YOUR GOAL: Filter the listing below for "graph" and report every line that has it.

● ● ● ● ●

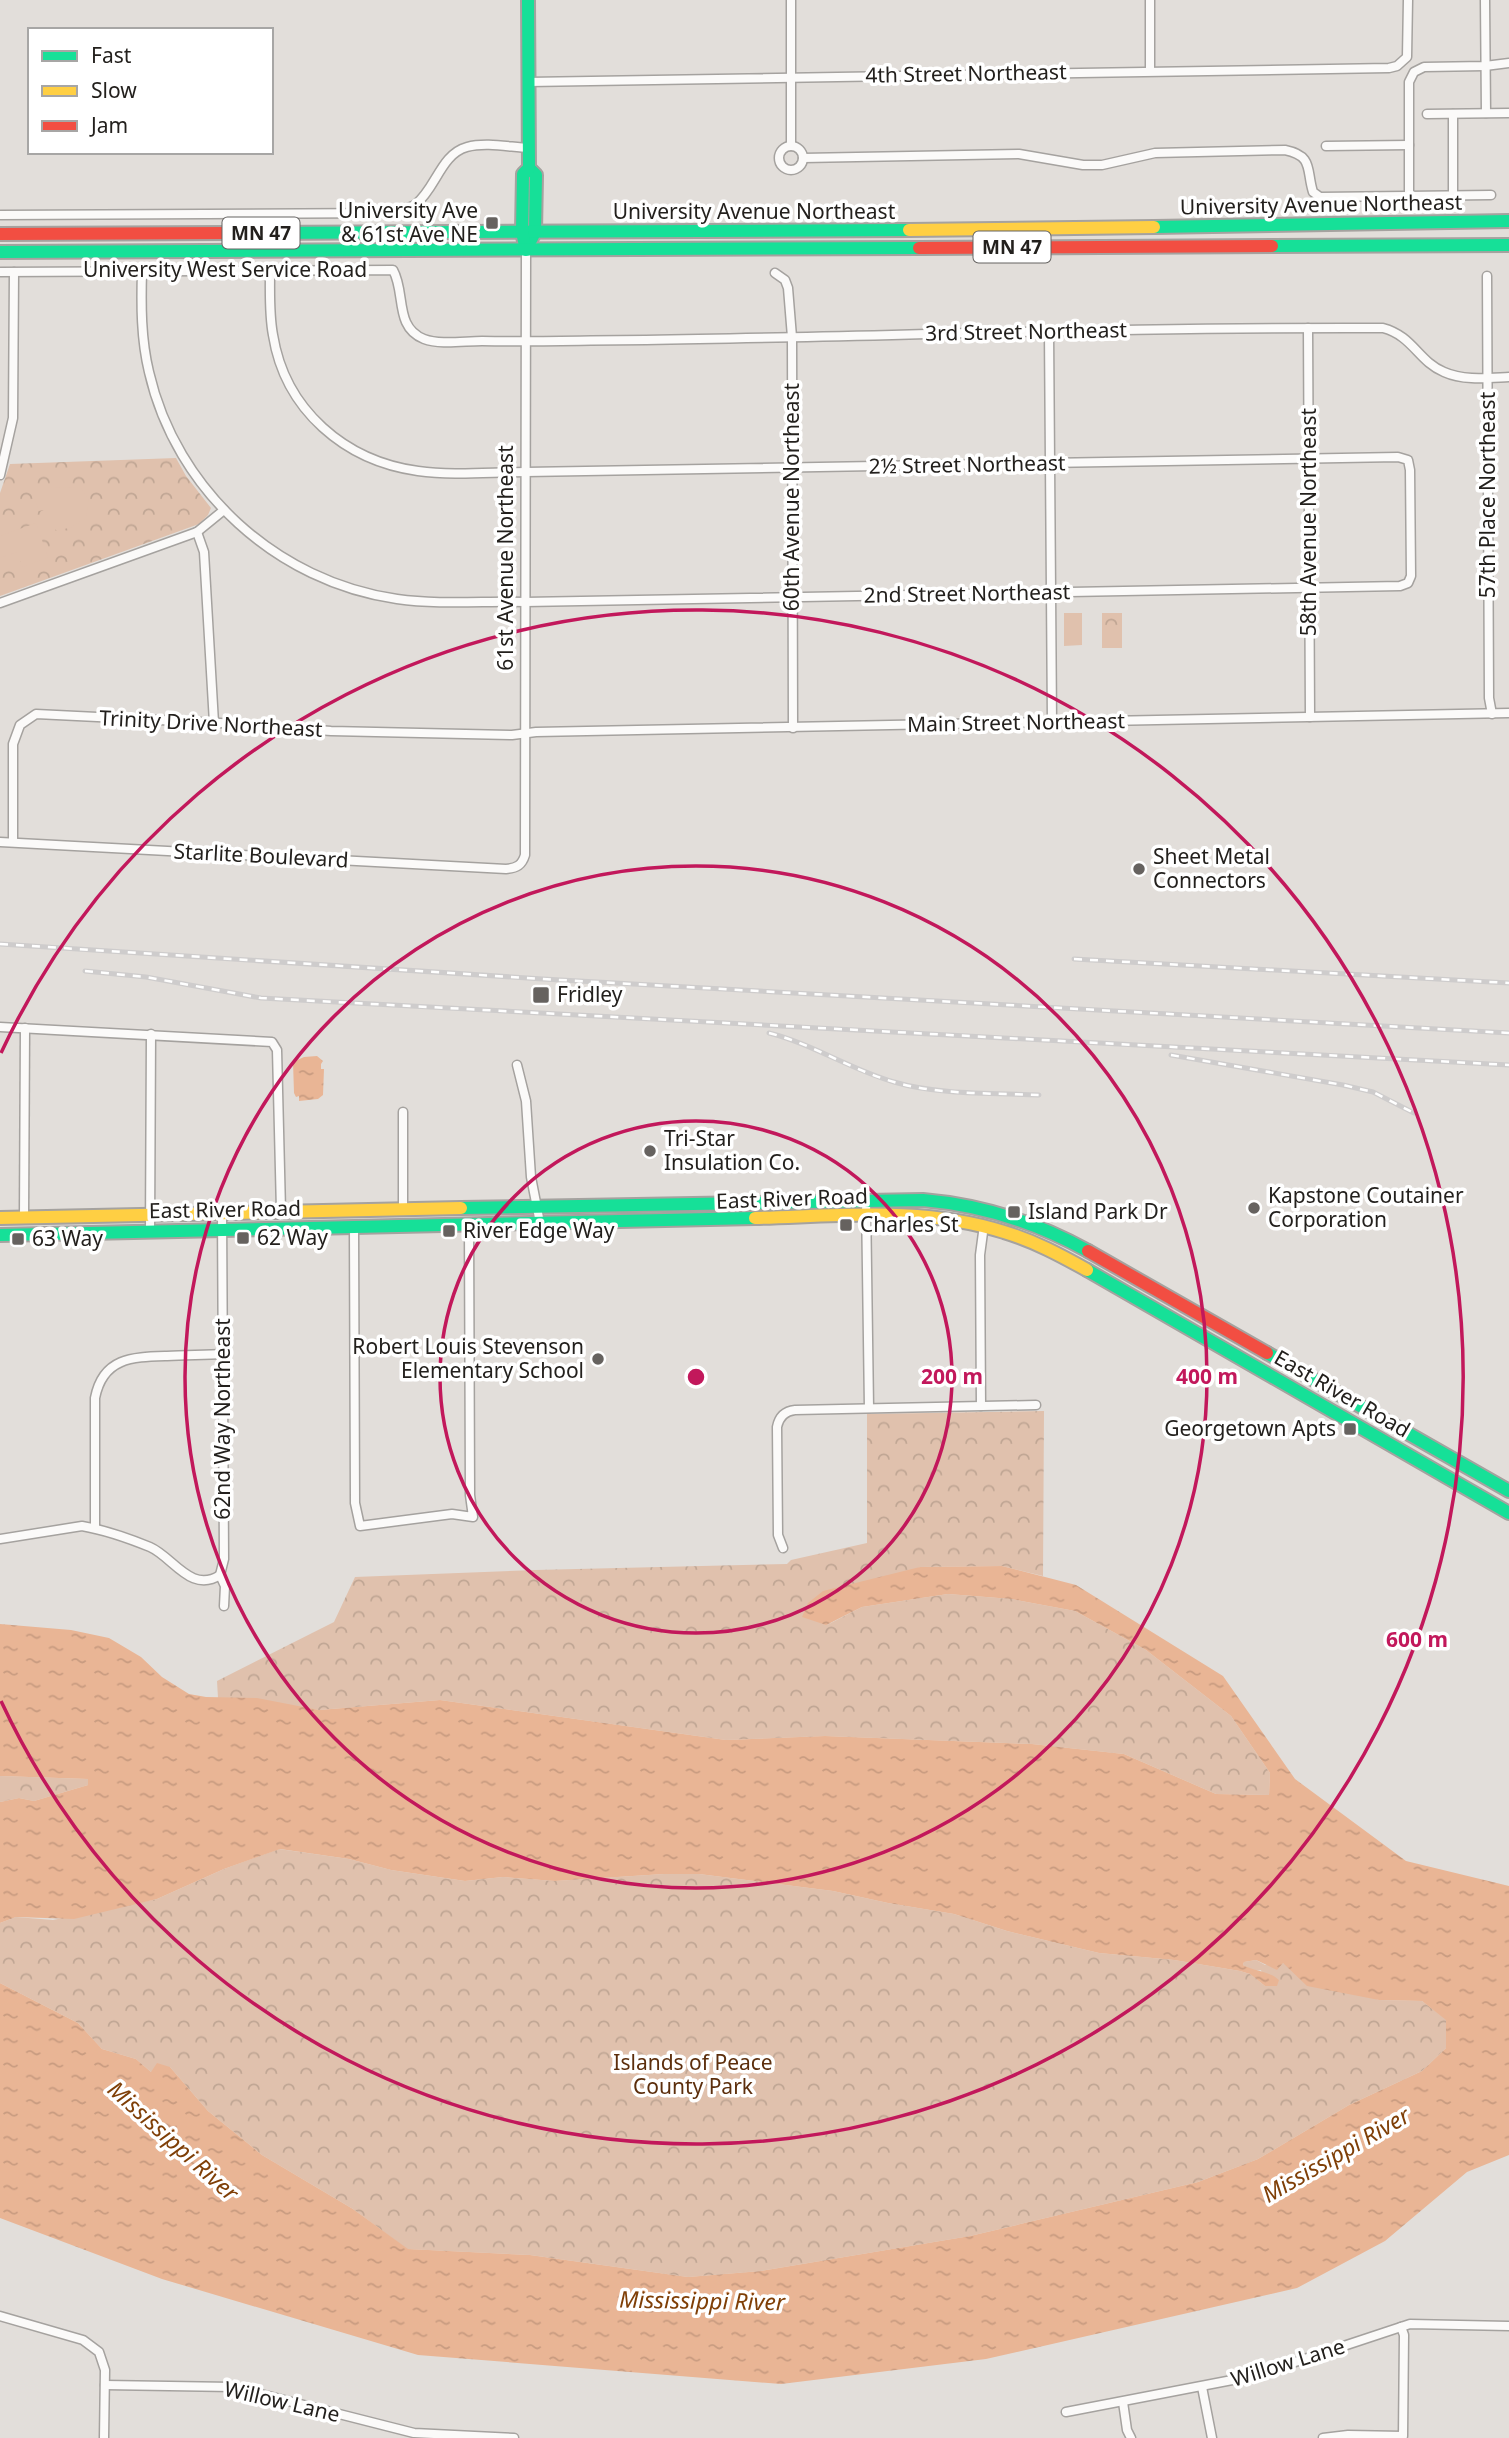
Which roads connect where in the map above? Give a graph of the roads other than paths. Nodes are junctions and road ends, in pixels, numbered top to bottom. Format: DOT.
graph roads {
  1 [pos="528,0"];
  2 [pos="792,0"];
  3 [pos="1150,0"];
  4 [pos="1408,0"];
  5 [pos="1485,0"];
  6 [pos="1509,63"];
  7 [pos="1485,66"];
  8 [pos="1150,71"];
  9 [pos="791,78"];
  10 [pos="528,82"];
  11 [pos="1486,113"];
  12 [pos="1509,113"];
  13 [pos="1427,114"];
  14 [pos="1453,114"];
  15 [pos="1409,145"];
  16 [pos="791,146"];
  17 [pos="1326,146"];
  18 [pos="528,148"];
  19 [pos="803,158"];
  20 [pos="1491,195"];
  21 [pos="1409,196"];
  22 [pos="1453,196"];
  23 [pos="0,215"];
  24 [pos="1509,220"];
  25 [pos="529,232"];
  26 [pos="0,234"];
  27 [pos="1509,245"];
  28 [pos="526,250"];
  29 [pos="0,252"];
  30 [pos="142,271"];
  31 [pos="270,271"];
  32 [pos="0,272"];
  33 [pos="14,272"];
  34 [pos="775,273"];
  35 [pos="1486,276"];
  36 [pos="1308,328"];
  37 [pos="1049,332"];
  38 [pos="792,337"];
  39 [pos="526,342"];
  40 [pos="1509,377"];
  41 [pos="1488,378"];
  42 [pos="1308,458"];
  43 [pos="1050,463"];
  44 [pos="792,468"];
  45 [pos="526,472"];
  46 [pos="0,475"];
  47 [pos="224,510"];
  48 [pos="197,532"];
  49 [pos="1408,583"];
  50 [pos="1310,587"];
  51 [pos="1051,592"];
  52 [pos="793,597"];
  53 [pos="525,602"];
  54 [pos="0,603"];
  55 [pos="1509,713"];
  56 [pos="1493,714"];
  57 [pos="1310,717"];
  58 [pos="1052,722"];
  59 [pos="214,723"];
  60 [pos="793,728"];
  61 [pos="523,733"];
  62 [pos="0,842"];
  63 [pos="13,842"];
  64 [pos="520,865"];
  65 [pos="0,1027"];
  66 [pos="25,1028"];
  67 [pos="151,1034"];
  68 [pos="517,1065"];
  69 [pos="403,1112"];
  70 [pos="866,1200"];
  71 [pos="536,1206"];
  72 [pos="403,1209"];
  73 [pos="281,1211"];
  74 [pos="222,1213"];
  75 [pos="150,1214"];
  76 [pos="866,1216"];
  77 [pos="24,1217"];
  78 [pos="0,1218"];
  79 [pos="540,1223"];
  80 [pos="469,1224"];
  81 [pos="984,1225"];
  82 [pos="354,1226"];
  83 [pos="222,1230"];
  84 [pos="150,1231"];
  85 [pos="0,1234"];
  86 [pos="223,1354"];
  87 [pos="1037,1405"];
  88 [pos="981,1406"];
  89 [pos="869,1408"];
  90 [pos="1509,1491"];
  91 [pos="1509,1513"];
  92 [pos="95,1528"];
  93 [pos="0,1539"];
  94 [pos="783,1548"];
  95 [pos="220,1576"];
  96 [pos="224,1606"];
  97 [pos="0,2316"];
  98 [pos="1509,2326"];
  99 [pos="1401,2327"];
  100 [pos="105,2385"];
  101 [pos="1202,2387"];
  102 [pos="1123,2402"];
  103 [pos="1066,2412"];
  104 [pos="414,2436"];
  105 [pos="104,2438"];
  106 [pos="514,2438"];
  107 [pos="1131,2438"];
  108 [pos="1212,2438"];
  109 [pos="1323,2438"];
  1 -- 10 [label="main road, 61st Avenue Northeast"];
  2 -- 9 [label="street"];
  3 -- 8 [label="street"];
  4 -- 8 [label="street, 4th Street Northeast"];
  5 -- 7 [label="street"];
  6 -- 7 [label="street"];
  7 -- 11 [label="street"];
  7 -- 15 [label="street"];
  8 -- 9 [label="street, 4th Street Northeast"];
  9 -- 10 [label="street, 4th Street Northeast"];
  9 -- 16 [label="street"];
  10 -- 18 [label="main road, 61st Avenue Northeast"];
  11 -- 12 [label="street"];
  11 -- 14 [label="street"];
  13 -- 14 [label="street"];
  14 -- 22 [label="street"];
  15 -- 17 [label="street"];
  15 -- 21 [label="street"];
  16 -- 19 [label="street"];
  16 -- 19 [label="street"];
  18 -- 23 [label="street"];
  18 -- 25 [label="main road, 61st Avenue Northeast"];
  19 -- 21 [label="street"];
  20 -- 22 [label="street"];
  21 -- 22 [label="street"];
  24 -- 25 [label="main road, University Avenue Northeast / MN 47"];
  25 -- 26 [label="main road, University Avenue Northeast / MN 47"];
  25 -- 28 [label="main road, 61st Avenue Northeast"];
  27 -- 28 [label="main road, University Avenue Northeast / MN 47"];
  28 -- 29 [label="main road, University Avenue Northeast / MN 47"];
  28 -- 39 [label="street, 61st Avenue Northeast"];
  30 -- 31 [label="street, University West Service Road"];
  30 -- 33 [label="street, University West Service Road"];
  30 -- 47 [label="street, 2nd Street Northeast"];
  31 -- 39 [label="street, University West Service Road"];
  31 -- 45 [label="street, 2½ Street Northeast"];
  32 -- 33 [label="street, University West Service Road"];
  33 -- 46 [label="street"];
  34 -- 38 [label="street, 60th Avenue Northeast"];
  35 -- 41 [label="street, 57th Place Northeast"];
  36 -- 37 [label="street, 3rd Street Northeast"];
  36 -- 41 [label="street, 3rd Street Northeast"];
  36 -- 42 [label="street, 58th Avenue Northeast"];
  37 -- 38 [label="street, 3rd Street Northeast"];
  37 -- 43 [label="street"];
  38 -- 39 [label="street, 3rd Street Northeast"];
  38 -- 44 [label="street, 60th Avenue Northeast"];
  39 -- 45 [label="street, 61st Avenue Northeast"];
  40 -- 41 [label="street, 3rd Street Northeast"];
  41 -- 56 [label="street, 57th Place Northeast"];
  42 -- 43 [label="street, 2½ Street Northeast"];
  42 -- 49 [label="street, 2½ Street Northeast"];
  42 -- 50 [label="street, 58th Avenue Northeast"];
  43 -- 44 [label="street, 2½ Street Northeast"];
  43 -- 51 [label="street"];
  44 -- 45 [label="street, 2½ Street Northeast"];
  44 -- 52 [label="street, 60th Avenue Northeast"];
  45 -- 53 [label="street, 61st Avenue Northeast"];
  47 -- 48 [label="street"];
  47 -- 53 [label="street, 2nd Street Northeast"];
  48 -- 54 [label="street"];
  48 -- 59 [label="street"];
  49 -- 50 [label="street, 2nd Street Northeast"];
  50 -- 51 [label="street, 2nd Street Northeast"];
  50 -- 57 [label="street, 58th Avenue Northeast"];
  51 -- 52 [label="street, 2nd Street Northeast"];
  51 -- 58 [label="street"];
  52 -- 53 [label="street, 2nd Street Northeast"];
  52 -- 60 [label="street, 60th Avenue Northeast"];
  53 -- 61 [label="street, 61st Avenue Northeast"];
  55 -- 56 [label="street, Main Street Northeast"];
  56 -- 57 [label="street, Main Street Northeast"];
  57 -- 58 [label="street, Main Street Northeast"];
  58 -- 60 [label="street, Main Street Northeast"];
  59 -- 61 [label="street, Trinity Drive Northeast"];
  59 -- 63 [label="street, Trinity Drive Northeast"];
  60 -- 61 [label="street, Main Street Northeast"];
  61 -- 64 [label="street, 61st Avenue Northeast"];
  62 -- 63 [label="street, Starlite Boulevard"];
  63 -- 64 [label="street, Starlite Boulevard"];
  65 -- 66 [label="street"];
  66 -- 67 [label="street"];
  66 -- 77 [label="street"];
  67 -- 73 [label="street"];
  67 -- 75 [label="street"];
  68 -- 71 [label="street"];
  69 -- 72 [label="street"];
  70 -- 71 [label="main road, East River Road"];
  70 -- 76 [label="street"];
  70 -- 90 [label="main road, East River Road"];
  71 -- 72 [label="main road, East River Road"];
  71 -- 79 [label="street"];
  72 -- 73 [label="main road, East River Road"];
  73 -- 74 [label="main road, East River Road"];
  74 -- 75 [label="main road, East River Road"];
  74 -- 83 [label="street, 62nd Way Northeast"];
  75 -- 77 [label="main road, East River Road"];
  75 -- 84 [label="street"];
  76 -- 79 [label="main road, East River Road"];
  76 -- 81 [label="main road, East River Road"];
  76 -- 89 [label="street"];
  77 -- 78 [label="main road, East River Road"];
  79 -- 80 [label="main road, East River Road"];
  80 -- 82 [label="main road, East River Road"];
  80 -- 82 [label="street"];
  81 -- 88 [label="street"];
  81 -- 91 [label="main road, East River Road"];
  82 -- 83 [label="main road, East River Road"];
  83 -- 84 [label="main road, East River Road"];
  83 -- 86 [label="street, 62nd Way Northeast"];
  84 -- 85 [label="main road, East River Road"];
  86 -- 92 [label="street"];
  86 -- 95 [label="street, 62nd Way Northeast"];
  87 -- 88 [label="street"];
  88 -- 89 [label="street"];
  89 -- 94 [label="street"];
  92 -- 93 [label="street"];
  92 -- 95 [label="street"];
  95 -- 96 [label="street, 62nd Way Northeast"];
  97 -- 100 [label="street"];
  98 -- 99 [label="street, Willow Lane"];
  99 -- 101 [label="street, Willow Lane"];
  99 -- 109 [label="street"];
  100 -- 104 [label="street, Willow Lane"];
  100 -- 105 [label="street"];
  101 -- 102 [label="street, Willow Lane"];
  101 -- 108 [label="street"];
  102 -- 103 [label="street, Willow Lane"];
  102 -- 107 [label="street"];
  104 -- 106 [label="street, Willow Lane"];
}
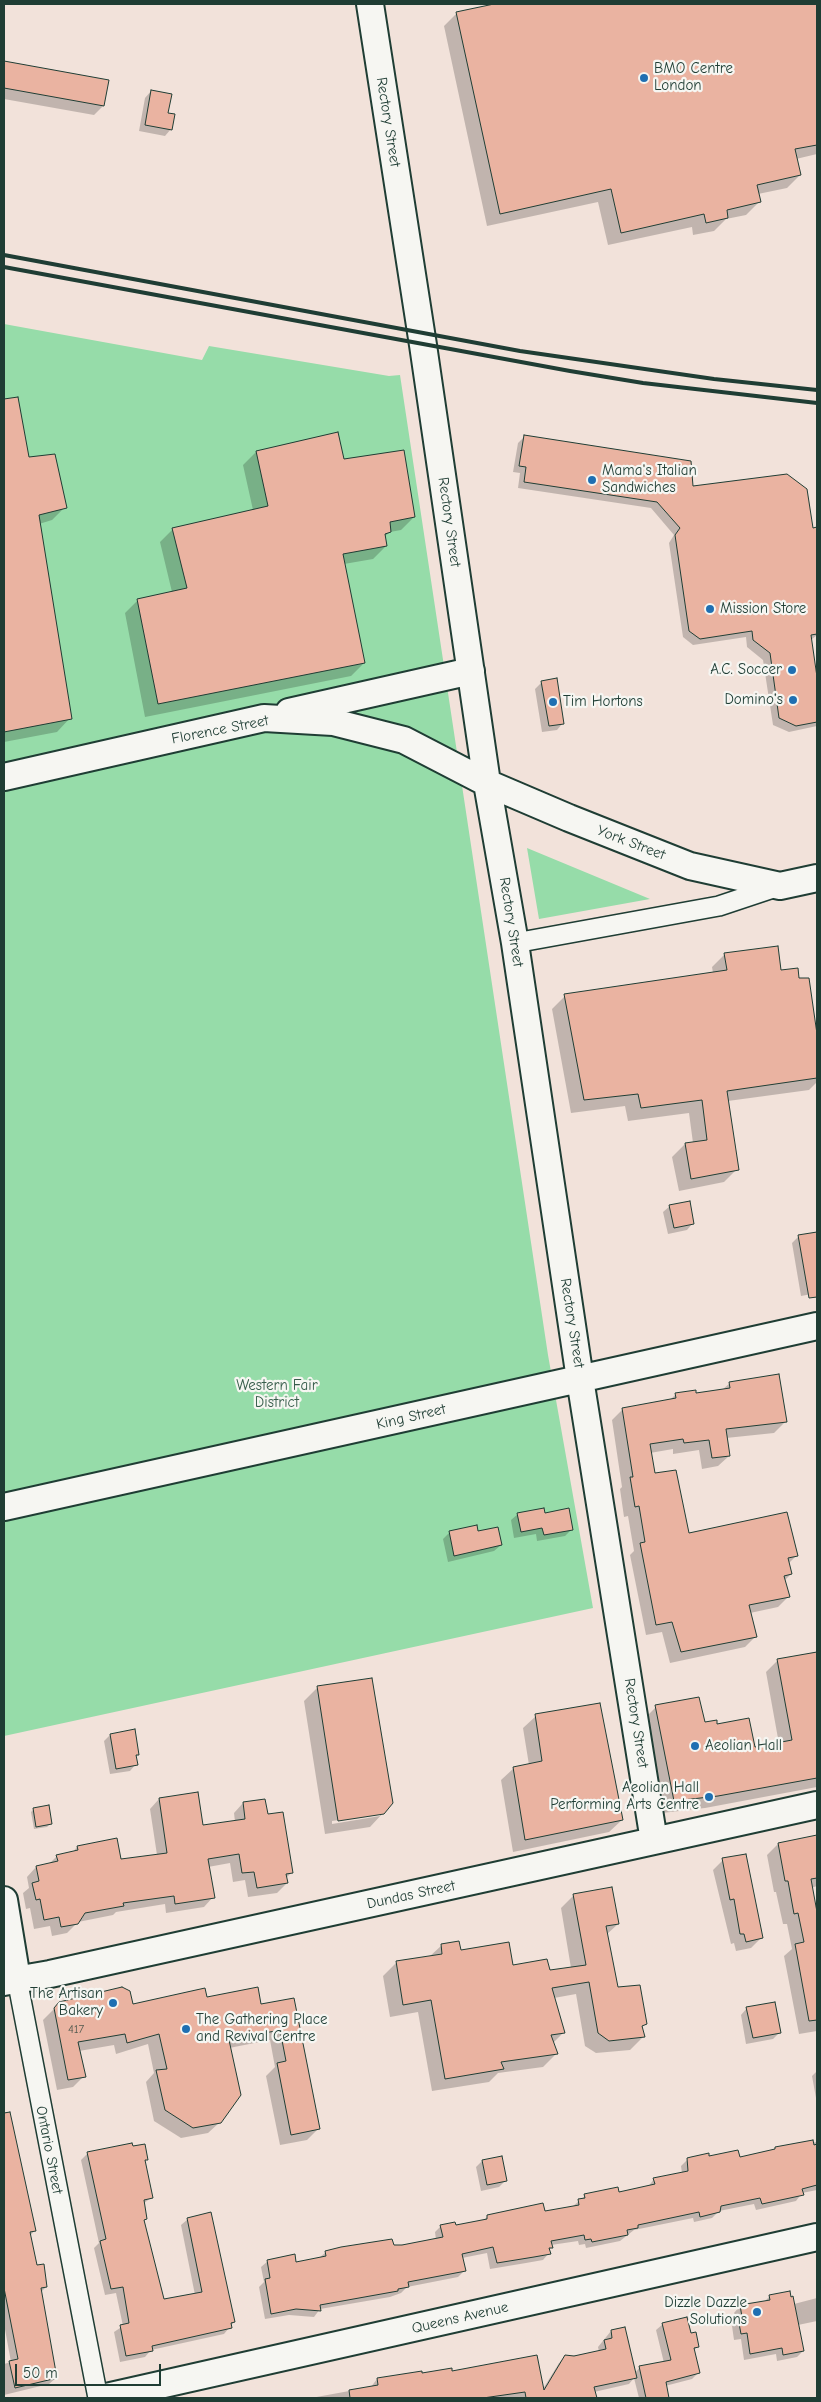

● ● ● ● ●

ANSWER SPACE:
Which roads connect where in the map above? Give a graph of the roads other than paths. Nodes are junctions and road ends, in pixels, numbered top to bottom. Format: DOT.
graph roads {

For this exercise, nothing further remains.